In the data below, find every line that has the string "roads", and copy it.
(Beginning of ENTRIES SUPPLIED)
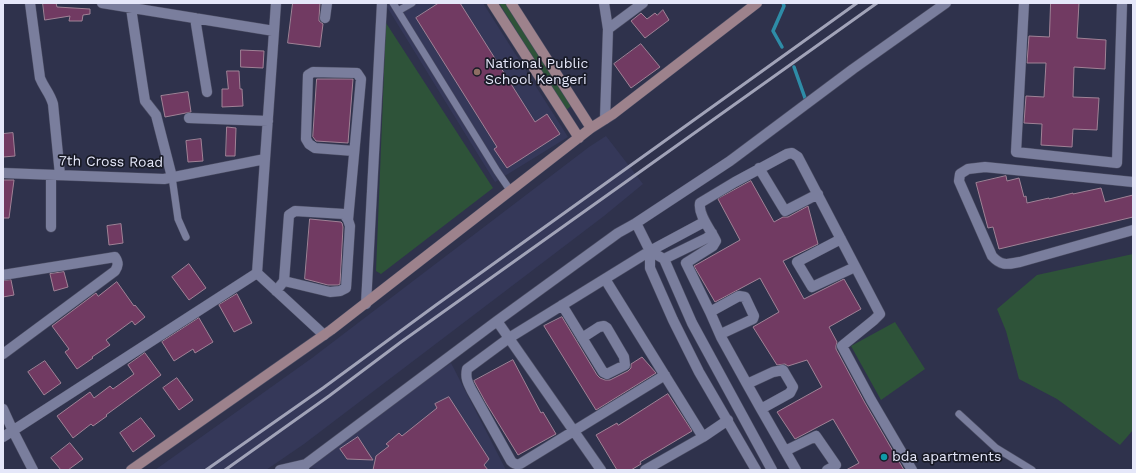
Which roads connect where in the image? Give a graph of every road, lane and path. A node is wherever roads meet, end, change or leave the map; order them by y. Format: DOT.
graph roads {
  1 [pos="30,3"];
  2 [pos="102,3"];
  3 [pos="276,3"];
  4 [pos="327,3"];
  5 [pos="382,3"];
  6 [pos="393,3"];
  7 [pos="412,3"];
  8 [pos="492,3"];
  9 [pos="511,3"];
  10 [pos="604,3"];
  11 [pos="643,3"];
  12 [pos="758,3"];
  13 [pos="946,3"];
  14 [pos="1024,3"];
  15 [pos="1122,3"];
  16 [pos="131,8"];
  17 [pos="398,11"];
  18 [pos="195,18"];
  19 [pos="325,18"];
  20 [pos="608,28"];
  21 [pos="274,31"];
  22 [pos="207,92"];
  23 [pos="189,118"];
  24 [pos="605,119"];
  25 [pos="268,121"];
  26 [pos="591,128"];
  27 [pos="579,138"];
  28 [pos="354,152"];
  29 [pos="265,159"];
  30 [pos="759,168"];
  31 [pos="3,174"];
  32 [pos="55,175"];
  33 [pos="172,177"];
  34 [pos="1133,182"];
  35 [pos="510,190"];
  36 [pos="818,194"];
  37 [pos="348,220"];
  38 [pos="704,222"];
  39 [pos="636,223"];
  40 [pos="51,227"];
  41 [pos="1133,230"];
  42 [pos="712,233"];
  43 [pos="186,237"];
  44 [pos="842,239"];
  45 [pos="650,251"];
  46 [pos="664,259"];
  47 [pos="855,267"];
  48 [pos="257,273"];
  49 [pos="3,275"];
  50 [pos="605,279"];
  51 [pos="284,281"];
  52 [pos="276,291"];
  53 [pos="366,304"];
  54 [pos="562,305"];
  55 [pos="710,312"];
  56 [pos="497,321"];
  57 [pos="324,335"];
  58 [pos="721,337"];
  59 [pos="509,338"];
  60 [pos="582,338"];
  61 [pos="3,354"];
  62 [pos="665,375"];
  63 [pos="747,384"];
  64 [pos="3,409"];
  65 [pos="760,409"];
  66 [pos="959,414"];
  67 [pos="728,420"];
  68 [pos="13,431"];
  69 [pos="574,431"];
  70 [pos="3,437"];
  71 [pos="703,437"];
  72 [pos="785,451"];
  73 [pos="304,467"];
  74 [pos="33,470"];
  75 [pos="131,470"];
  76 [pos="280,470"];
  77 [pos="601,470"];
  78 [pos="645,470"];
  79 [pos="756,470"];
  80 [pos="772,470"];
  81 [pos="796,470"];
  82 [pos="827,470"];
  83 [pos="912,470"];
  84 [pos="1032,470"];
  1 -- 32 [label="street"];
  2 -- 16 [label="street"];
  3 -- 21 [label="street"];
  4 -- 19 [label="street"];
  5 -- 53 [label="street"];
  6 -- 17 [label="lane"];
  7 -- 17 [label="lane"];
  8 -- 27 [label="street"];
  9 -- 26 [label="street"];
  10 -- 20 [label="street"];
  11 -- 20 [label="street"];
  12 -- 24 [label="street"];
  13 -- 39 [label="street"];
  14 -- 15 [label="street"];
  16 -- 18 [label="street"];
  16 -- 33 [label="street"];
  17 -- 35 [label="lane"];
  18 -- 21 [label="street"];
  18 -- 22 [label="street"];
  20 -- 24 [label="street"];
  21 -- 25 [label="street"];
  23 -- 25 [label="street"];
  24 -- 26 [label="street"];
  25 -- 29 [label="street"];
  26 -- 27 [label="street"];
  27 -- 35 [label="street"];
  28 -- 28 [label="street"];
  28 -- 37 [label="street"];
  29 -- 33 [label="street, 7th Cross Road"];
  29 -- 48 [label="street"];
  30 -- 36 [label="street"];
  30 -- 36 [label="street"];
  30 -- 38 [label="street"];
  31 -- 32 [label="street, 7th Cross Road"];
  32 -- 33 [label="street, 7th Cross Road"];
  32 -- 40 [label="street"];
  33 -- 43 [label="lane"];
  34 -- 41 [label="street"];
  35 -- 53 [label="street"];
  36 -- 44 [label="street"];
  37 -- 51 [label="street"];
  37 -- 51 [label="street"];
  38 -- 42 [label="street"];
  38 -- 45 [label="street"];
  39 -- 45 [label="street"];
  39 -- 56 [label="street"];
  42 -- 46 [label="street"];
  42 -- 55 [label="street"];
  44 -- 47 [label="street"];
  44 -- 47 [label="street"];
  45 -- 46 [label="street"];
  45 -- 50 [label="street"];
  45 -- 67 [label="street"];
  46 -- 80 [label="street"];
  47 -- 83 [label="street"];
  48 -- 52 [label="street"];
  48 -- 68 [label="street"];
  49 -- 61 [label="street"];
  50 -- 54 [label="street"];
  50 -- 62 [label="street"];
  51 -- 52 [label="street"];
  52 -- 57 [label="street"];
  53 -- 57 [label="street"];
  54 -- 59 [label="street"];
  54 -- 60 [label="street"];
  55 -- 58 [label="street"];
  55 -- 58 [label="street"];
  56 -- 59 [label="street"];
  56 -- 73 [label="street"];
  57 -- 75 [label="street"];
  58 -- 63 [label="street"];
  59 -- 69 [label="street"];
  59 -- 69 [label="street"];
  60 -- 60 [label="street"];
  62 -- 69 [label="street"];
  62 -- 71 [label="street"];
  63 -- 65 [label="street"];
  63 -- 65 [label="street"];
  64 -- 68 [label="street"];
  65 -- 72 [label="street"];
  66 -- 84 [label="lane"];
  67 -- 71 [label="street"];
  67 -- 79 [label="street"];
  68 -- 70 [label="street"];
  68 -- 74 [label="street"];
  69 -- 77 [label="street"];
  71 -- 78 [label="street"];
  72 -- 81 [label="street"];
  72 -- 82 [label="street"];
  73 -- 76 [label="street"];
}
(End of ENTRIES SUPPLIED)
### [SOLUTION TO THIS PROBLEM]
Which roads connect where in the image? Give a graph of every road, lane and path. A node is wherever roads meet, end, change or leave the map; order them by y. Format: DOT.
graph roads {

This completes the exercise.